Mary Karadja anonymously published a document in France in 1934 defending the 1903 antisemitic text The Protocols of the Elders of Zion, which claimed there was a Jewish conspiracy to take over the world.[5] The following year, she returned with an article in La Voix des Nations of Brussels, where she declared herself opposed to both capitalism and Marxism, noting that the latter had introduced false definitions that only served the former. She also called out the "international bankers responsible for the current crisis", warning them that they had little time left to "save their skin"; though her text did not identify them by ethnicity, Le Patriote of Montreal, which reproduced her text, suggested that she had meant the international Jewry.[65] In 1936, Karadja had meetings with Arthur Kitson, who was fighting for "monetary reform".[66] Karadja financially supported other antisemitic groups across the world as well as using her connections to promote the cause. She was reluctant to engage in any underhand tactics used by those organisations, stating "I am the left hand, and do not want to know what the right hand does".[61]

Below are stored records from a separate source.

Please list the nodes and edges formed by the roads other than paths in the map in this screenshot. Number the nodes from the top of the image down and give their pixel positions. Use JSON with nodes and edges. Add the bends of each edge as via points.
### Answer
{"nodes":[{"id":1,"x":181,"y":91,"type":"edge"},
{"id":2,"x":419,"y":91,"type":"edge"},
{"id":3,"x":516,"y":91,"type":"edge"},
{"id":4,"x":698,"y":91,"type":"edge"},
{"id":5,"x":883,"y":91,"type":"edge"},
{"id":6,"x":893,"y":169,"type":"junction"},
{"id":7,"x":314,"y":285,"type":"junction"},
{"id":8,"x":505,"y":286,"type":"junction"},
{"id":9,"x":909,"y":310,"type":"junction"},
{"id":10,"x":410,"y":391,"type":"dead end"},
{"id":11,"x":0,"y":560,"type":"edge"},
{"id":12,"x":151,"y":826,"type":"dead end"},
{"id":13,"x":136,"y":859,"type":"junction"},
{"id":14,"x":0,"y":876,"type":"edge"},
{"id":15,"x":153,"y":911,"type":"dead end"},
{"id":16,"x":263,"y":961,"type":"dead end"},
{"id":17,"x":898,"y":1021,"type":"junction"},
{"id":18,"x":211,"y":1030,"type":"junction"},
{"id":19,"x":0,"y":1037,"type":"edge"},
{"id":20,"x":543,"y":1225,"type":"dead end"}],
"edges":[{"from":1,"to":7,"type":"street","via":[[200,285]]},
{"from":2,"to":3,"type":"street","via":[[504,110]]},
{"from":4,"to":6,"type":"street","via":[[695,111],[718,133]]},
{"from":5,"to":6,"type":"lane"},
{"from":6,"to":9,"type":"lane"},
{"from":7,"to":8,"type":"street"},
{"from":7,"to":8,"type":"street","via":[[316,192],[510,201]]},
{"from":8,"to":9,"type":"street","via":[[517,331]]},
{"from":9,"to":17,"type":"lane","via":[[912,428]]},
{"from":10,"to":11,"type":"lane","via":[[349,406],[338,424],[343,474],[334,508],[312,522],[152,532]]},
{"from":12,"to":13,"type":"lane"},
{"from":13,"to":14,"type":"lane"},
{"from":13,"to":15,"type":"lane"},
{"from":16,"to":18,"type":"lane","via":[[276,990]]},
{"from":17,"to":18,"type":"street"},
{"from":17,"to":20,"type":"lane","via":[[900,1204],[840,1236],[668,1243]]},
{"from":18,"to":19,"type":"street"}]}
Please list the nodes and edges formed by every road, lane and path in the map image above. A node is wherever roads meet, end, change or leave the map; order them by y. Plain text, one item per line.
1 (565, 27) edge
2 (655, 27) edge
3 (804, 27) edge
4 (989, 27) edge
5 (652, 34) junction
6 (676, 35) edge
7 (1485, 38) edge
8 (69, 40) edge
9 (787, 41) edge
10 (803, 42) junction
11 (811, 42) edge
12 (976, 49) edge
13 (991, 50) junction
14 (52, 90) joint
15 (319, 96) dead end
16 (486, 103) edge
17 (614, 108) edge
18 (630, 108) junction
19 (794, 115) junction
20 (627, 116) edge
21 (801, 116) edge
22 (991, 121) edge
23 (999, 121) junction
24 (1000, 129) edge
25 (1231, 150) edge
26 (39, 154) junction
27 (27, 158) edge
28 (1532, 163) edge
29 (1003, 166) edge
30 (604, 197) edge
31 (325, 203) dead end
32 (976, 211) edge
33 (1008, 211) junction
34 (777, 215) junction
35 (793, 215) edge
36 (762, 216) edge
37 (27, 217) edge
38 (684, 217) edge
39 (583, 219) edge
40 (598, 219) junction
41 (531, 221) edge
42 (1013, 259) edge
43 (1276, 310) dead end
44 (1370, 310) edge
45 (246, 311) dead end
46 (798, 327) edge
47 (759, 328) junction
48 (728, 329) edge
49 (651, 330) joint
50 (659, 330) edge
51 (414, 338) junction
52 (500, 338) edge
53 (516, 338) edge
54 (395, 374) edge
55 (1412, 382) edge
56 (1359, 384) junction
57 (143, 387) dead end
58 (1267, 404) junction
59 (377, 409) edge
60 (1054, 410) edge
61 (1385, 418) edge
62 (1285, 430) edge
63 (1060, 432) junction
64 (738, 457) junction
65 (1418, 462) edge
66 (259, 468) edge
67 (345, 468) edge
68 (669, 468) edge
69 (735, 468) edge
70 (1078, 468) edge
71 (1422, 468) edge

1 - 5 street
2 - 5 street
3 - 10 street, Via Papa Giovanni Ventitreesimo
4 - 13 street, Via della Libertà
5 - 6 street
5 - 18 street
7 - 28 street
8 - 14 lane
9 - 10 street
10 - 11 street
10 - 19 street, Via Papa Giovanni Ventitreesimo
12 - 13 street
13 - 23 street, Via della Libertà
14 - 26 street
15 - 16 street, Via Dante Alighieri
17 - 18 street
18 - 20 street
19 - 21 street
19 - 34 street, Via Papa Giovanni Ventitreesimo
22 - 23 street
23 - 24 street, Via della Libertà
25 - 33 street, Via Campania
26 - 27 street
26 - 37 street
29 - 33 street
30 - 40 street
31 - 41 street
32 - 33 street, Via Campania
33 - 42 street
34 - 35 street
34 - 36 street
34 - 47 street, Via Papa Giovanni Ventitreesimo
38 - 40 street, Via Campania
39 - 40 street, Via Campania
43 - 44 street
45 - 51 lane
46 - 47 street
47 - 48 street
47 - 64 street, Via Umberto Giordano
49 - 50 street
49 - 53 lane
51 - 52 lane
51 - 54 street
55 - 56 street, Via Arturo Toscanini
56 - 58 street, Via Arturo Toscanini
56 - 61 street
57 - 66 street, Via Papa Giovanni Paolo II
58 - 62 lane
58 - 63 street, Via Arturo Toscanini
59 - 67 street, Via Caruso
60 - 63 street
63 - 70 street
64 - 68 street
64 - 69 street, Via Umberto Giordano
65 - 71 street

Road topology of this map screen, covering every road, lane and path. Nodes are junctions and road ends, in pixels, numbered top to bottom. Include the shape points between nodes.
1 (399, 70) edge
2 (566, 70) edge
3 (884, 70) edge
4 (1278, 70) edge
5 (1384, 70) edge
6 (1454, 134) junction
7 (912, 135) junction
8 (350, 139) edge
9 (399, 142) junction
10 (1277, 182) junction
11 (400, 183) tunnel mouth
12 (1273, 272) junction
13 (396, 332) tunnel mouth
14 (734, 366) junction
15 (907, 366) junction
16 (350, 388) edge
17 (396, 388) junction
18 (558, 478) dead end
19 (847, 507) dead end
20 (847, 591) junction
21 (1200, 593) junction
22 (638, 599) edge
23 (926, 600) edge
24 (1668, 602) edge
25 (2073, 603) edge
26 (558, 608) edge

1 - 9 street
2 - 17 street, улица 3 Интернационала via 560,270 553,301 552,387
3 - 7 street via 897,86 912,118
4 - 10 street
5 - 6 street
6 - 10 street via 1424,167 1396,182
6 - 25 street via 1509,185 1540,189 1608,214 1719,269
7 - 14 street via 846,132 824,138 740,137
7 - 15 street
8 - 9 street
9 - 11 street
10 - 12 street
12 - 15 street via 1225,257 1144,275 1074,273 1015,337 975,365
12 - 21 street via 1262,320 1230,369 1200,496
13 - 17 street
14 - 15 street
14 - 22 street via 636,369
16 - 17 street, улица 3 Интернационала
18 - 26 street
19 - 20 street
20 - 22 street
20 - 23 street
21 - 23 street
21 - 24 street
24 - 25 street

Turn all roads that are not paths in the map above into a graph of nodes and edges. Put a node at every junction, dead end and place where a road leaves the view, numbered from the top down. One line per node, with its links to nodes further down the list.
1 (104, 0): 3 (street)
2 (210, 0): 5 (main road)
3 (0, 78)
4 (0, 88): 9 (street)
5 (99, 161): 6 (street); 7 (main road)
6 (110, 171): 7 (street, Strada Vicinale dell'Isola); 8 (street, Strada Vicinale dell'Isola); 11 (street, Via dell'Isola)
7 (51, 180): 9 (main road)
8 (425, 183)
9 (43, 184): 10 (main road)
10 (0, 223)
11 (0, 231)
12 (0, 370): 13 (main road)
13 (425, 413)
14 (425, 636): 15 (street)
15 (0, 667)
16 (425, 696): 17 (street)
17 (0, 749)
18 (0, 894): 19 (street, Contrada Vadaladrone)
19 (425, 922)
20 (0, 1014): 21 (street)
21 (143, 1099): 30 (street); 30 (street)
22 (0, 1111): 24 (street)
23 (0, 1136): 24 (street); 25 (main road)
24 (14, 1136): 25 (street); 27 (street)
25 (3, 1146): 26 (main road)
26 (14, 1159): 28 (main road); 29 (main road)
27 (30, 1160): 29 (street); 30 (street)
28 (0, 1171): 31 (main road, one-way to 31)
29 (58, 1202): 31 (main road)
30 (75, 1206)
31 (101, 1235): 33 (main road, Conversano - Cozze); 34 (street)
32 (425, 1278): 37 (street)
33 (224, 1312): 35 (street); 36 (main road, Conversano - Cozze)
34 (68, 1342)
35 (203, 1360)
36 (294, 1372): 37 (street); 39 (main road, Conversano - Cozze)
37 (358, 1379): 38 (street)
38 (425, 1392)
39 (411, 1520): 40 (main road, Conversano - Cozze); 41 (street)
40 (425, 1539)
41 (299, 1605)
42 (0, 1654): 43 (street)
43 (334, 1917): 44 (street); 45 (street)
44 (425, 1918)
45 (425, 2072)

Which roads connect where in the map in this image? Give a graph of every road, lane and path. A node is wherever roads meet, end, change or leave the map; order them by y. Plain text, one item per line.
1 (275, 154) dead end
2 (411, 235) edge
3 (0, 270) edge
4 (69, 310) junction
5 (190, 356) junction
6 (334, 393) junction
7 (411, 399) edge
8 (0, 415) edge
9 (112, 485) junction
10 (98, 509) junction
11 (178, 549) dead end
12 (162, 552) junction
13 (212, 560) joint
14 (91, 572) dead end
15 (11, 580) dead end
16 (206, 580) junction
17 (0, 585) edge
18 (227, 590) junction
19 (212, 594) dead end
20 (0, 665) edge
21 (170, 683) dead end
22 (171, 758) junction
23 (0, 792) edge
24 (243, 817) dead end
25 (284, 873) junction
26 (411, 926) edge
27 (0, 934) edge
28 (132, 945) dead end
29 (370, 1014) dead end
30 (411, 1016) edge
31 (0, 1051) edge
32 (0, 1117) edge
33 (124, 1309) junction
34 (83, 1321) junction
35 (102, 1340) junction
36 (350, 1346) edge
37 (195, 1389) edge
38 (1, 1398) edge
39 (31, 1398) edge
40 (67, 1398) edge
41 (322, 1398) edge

Karadja's fascist views put her at odds with her sister Lucie, who was involved with Bolshevism and socialist movements.[34] Her Romanian son was active within the local far-right movement, allegedly sponsoring the Crusade of Romanianism;[67] he served as that group's vice president, and also briefly led his own "National Front" in 1935.[68] The princess herself was caught up in the Boris Tödtli affair of 1937–1938, whereby Swiss authorities clamped down on fascist networks. The writer C. A. Loosli, who had engaged in a civil trial against Roll's organisation, published photocopies of documents allegedly implicating Nazi Germany. According to the journalists who saw these, Karadja appeared to be well aware of the Front's business connections and sources of financing.[69] The authorities further alleged that she had been caught "gathering and distributing funds" that ultimately came from Germany.[70] The princess lived to see the first stages of World War II, from neutral Switzerland. As late as 1940, she was cited by the Kitsonian movement as one of the "monetary reform leaders" abroad.[71]

Princess Karadja died in Locarno on 7 September 1943, at the age of 75.[2][11] By then, Constantin was actively opposed to the German regime and, as a diplomat in Berlin, assisted Jews fleeing the Holocaust.[72] Blacklisted by the emerging Romanian communist regime in the late 1940s, and risking imprisonment, he died of "cerebral congestion" in 1950.[15] The last surviving of Mary's children was daughter Despina, who died in 1983.[11] Revisiting the "Päta" lampoons in 1945, journalist August Peterson added a footnote: "Our somewhat older readers will surely remember this lady [Mary Karadja] and give out a tiny smile".[73] In his 2022 overview, Premat observed that she had not been yet included in any study of Swedish literature, only being mentioned in essays about "occult literature in the service of a theosophical ideology."[4] One of Strindberg's letters to her was acquired in early 1983 by the Central University Library of Bucharest.[74]